The actual RFI went live yesterday, giving the general public until mid-July to respond. It asks questions about use cases for digital assets, compliance management, deposit insurance, supervision and other issues.
This comes on top of the Office of the Comptroller of the Currency (OCC), which is issuing trust charters to cryptocurrency companies and dangling the possibility of treating a crypto firm as a bank, and the Federal Reserve, which is looking into allowing fintech companies and other entities with novel forms of bank charters access to its master accounts.
That’s the game right there. The three main federal banking regulators in the U.S. are either actively letting crypto companies tap into the national banking system or looking into how they might enable crypto-related activities.
The Fed regulates the bank holding companies and certain state-chartered banks, the OCC regulates the actual national banks and the FDIC regulates state chartered banks that aren’t members of the Fed and provides deposit insurance to all these financial institutions.
It’s entirely possible that at some point in future we may have a crypto bank regulated by the different federal regulators that can a) help other crypto and fintech firms gain banking services (which is an ongoing problem, if somewhat less of an issue than it was in years past) and b) provide customers with some comfort if they’re looking to transact with regulated and insured financial institutions.
There’s also the National Credit Union Administration (NCUA), which recently posted a job listing for an individual who would deal with cryptocurrencies. The posting comes after Vice Chair Kyle Hauptman floated the idea of the NCUA following in the OCC’s footsteps in allowing its regulated entities to interact with crypto.

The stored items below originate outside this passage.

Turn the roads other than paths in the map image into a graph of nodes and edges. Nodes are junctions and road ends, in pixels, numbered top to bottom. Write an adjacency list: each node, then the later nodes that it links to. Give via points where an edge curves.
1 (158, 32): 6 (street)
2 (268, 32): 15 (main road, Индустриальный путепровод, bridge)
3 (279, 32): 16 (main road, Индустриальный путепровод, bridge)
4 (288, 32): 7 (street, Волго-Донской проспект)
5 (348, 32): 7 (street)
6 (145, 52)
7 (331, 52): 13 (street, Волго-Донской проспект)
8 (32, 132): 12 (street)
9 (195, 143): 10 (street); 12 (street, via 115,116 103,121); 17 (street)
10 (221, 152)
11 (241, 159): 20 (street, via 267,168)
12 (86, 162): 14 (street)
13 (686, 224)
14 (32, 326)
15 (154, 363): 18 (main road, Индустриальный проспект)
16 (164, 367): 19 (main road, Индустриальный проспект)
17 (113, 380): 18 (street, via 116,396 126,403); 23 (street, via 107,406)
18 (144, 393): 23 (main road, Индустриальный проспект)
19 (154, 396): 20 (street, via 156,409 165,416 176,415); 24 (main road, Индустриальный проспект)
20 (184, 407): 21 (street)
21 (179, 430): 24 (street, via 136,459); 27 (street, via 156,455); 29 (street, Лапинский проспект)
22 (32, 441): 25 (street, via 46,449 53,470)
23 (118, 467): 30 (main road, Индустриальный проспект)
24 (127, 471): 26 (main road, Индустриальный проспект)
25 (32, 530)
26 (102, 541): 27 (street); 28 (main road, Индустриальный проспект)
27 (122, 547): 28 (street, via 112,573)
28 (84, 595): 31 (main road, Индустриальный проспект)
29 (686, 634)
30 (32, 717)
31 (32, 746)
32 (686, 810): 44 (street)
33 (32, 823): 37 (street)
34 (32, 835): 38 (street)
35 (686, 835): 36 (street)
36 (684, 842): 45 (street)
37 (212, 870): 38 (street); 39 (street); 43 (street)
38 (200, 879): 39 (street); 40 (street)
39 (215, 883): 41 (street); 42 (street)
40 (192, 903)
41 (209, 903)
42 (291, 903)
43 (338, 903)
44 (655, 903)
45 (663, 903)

Michael Hsu, acting comptroller at the U.S. Comptroller of the Currency, has appointed Benjamin McDonough as senior deputy comptroller and chief counsel. Like Hsu, McDonough comes from the Fed, where he served as associate general counsel. Also like Hsu, McDonough has experience in the bank supervision sector.
Perhaps more pertinent, McDonough will succeed current Senior Deputy Comptroller and Chief Counsel Jonathan Gould, whose name and signature appear on numerous pieces of guidance the OCC issued granting federally regulated banks permission to interact with the cryptocurrency space. Gould will move back to the private sector, according to the OCC’s announcement.